I woke up to the soft glow of sunlight creeping through the slits in my curtains. My room, still a mess from last night's late-night system grinding, smelled faintly of instant noodles and old notebooks. I rubbed the sleep out of my eyes and grabbed my phone — not to check messages (because, let's be honest, who would even text me?) — but to see if the system had anything new for me today.
"Good morning, Chiku," the system chimed in its usual robotic-but-weirdly-cheerful tone. "New Quest: Assist a classmate in need."
I blinked. "Help… someone else?" That was new. Usually, I was the one who needed saving — emotionally, socially, academically... you name it.
After a quick shower and half-burnt toast, I made my way to school. The streets were still damp from the early morning drizzle, and the sky hung heavy with clouds that hadn't made up their minds yet. I arrived at class right before the bell, same as usual, and took my seat near the back — prime invisibility.
That's when I noticed her — Aiko. She was crouched near her locker, trying to hold her textbooks with one hand while wrestling with a broken strap on her bag. Most students walked right past her. I would've too — not out of rudeness, just... habit. But something about the quest tugged at me.
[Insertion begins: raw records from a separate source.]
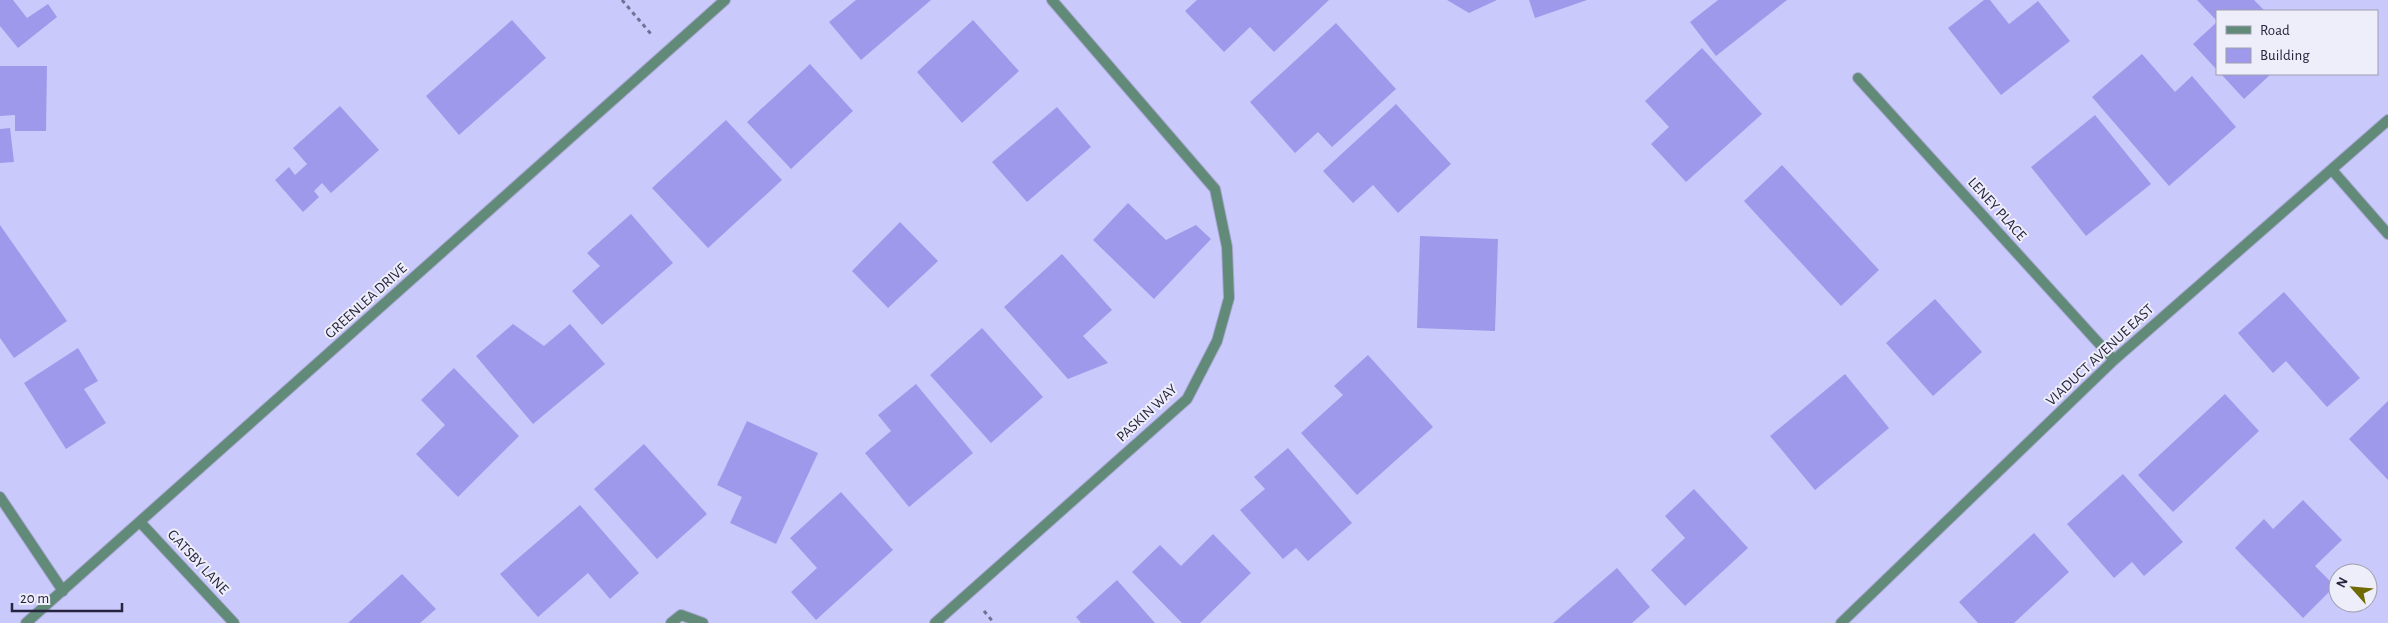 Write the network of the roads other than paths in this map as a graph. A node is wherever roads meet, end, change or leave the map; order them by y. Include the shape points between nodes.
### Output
1 (725, 0) edge
2 (1052, 0) edge
3 (1858, 78) dead end
4 (2388, 120) edge
5 (2332, 170) junction
6 (2388, 234) edge
7 (2114, 360) junction
8 (0, 497) edge
9 (140, 522) junction
10 (63, 590) junction
11 (26, 623) edge
12 (234, 623) edge
13 (670, 623) edge
14 (703, 623) edge
15 (936, 623) edge
16 (1841, 623) edge

1 - 9 street, GREENLEA DRIVE
2 - 15 street, PASKIN WAY via 1215,189 1227,247 1229,298 1217,341 1187,398
3 - 7 street, LENEY PLACE
4 - 5 street, VIADUCT AVENUE EAST
5 - 6 street
5 - 7 street, VIADUCT AVENUE EAST
7 - 16 street, VIADUCT AVENUE EAST
8 - 10 street
9 - 10 street, GREENLEA DRIVE
9 - 12 street, GATSBY LANE
10 - 11 street, GREENLEA DRIVE
13 - 14 street via 680,615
"Hey... need a hand?" I asked, my voice cracking a little from disuse.
She looked up, eyes wide. Honestly, I don't think she'd ever heard me speak directly to her before. After a moment, she smiled — small, but real. "Thanks, Chiku."
That one smile felt like a crit hit to my heart.
We walked to class together. She didn't say much at first, just small nods and quiet thank-yous, but then out of nowhere, she sighed and said, "I'm really stressed about midterms… especially math. I just don't get it."
And there it was — the opening. "I've been grinding on math too. We could, uh, study together? If you want."
"Really?" she asked, tilting her head. "You'd do that?"
I shrugged, trying not to look too proud of myself. "Sure. I owe the system some good karma anyway."
That evening, we met at the library. I picked a quiet corner near the window where we could see the sky slowly turning purple as the sun dipped behind the school building. The air smelled of old pages and pencil shavings. She pulled out her notes — neat, color-coded — and I suddenly felt self-conscious about my own chicken-scratch scribbles.
But as we went over equations and formulas, something weird happened: I was actually explaining things well. She was listening, nodding, even laughing at my lame analogies. For once, I wasn't the joke — I was helpful.
"Quest complete," the system dinged in my head. "Reward: +2 Confidence. New connection unlocked."
I didn't care much about the numbers, though. That smile she gave me at the end of our session? That was worth more than any XP.
Maybe the system was changing my life. Or maybe, just maybe, I was changing it myself.